- _Activity_: Your response should consist of every record, exactly as given.
=== Section Start ===
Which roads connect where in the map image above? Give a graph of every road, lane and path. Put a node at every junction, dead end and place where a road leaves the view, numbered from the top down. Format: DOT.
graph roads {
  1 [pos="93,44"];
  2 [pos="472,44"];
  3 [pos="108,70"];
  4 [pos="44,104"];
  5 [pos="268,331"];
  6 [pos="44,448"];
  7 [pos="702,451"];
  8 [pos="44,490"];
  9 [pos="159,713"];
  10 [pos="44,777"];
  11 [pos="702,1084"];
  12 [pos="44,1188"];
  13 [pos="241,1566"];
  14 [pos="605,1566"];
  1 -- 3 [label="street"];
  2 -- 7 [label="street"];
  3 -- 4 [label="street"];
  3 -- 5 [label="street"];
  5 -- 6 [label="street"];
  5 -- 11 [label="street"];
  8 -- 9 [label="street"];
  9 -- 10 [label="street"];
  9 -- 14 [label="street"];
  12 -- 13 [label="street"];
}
=== Section End ===
- _Answer to this exercise_:
Which roads connect where in the map image above? Give a graph of every road, lane and path. Put a node at every junction, dead end and place where a road leaves the view, numbered from the top down. Format: DOT.
graph roads {
  1 [pos="93,44"];
  2 [pos="472,44"];
  3 [pos="108,70"];
  4 [pos="44,104"];
  5 [pos="268,331"];
  6 [pos="44,448"];
  7 [pos="702,451"];
  8 [pos="44,490"];
  9 [pos="159,713"];
  10 [pos="44,777"];
  11 [pos="702,1084"];
  12 [pos="44,1188"];
  13 [pos="241,1566"];
  14 [pos="605,1566"];
  1 -- 3 [label="street"];
  2 -- 7 [label="street"];
  3 -- 4 [label="street"];
  3 -- 5 [label="street"];
  5 -- 6 [label="street"];
  5 -- 11 [label="street"];
  8 -- 9 [label="street"];
  9 -- 10 [label="street"];
  9 -- 14 [label="street"];
  12 -- 13 [label="street"];
}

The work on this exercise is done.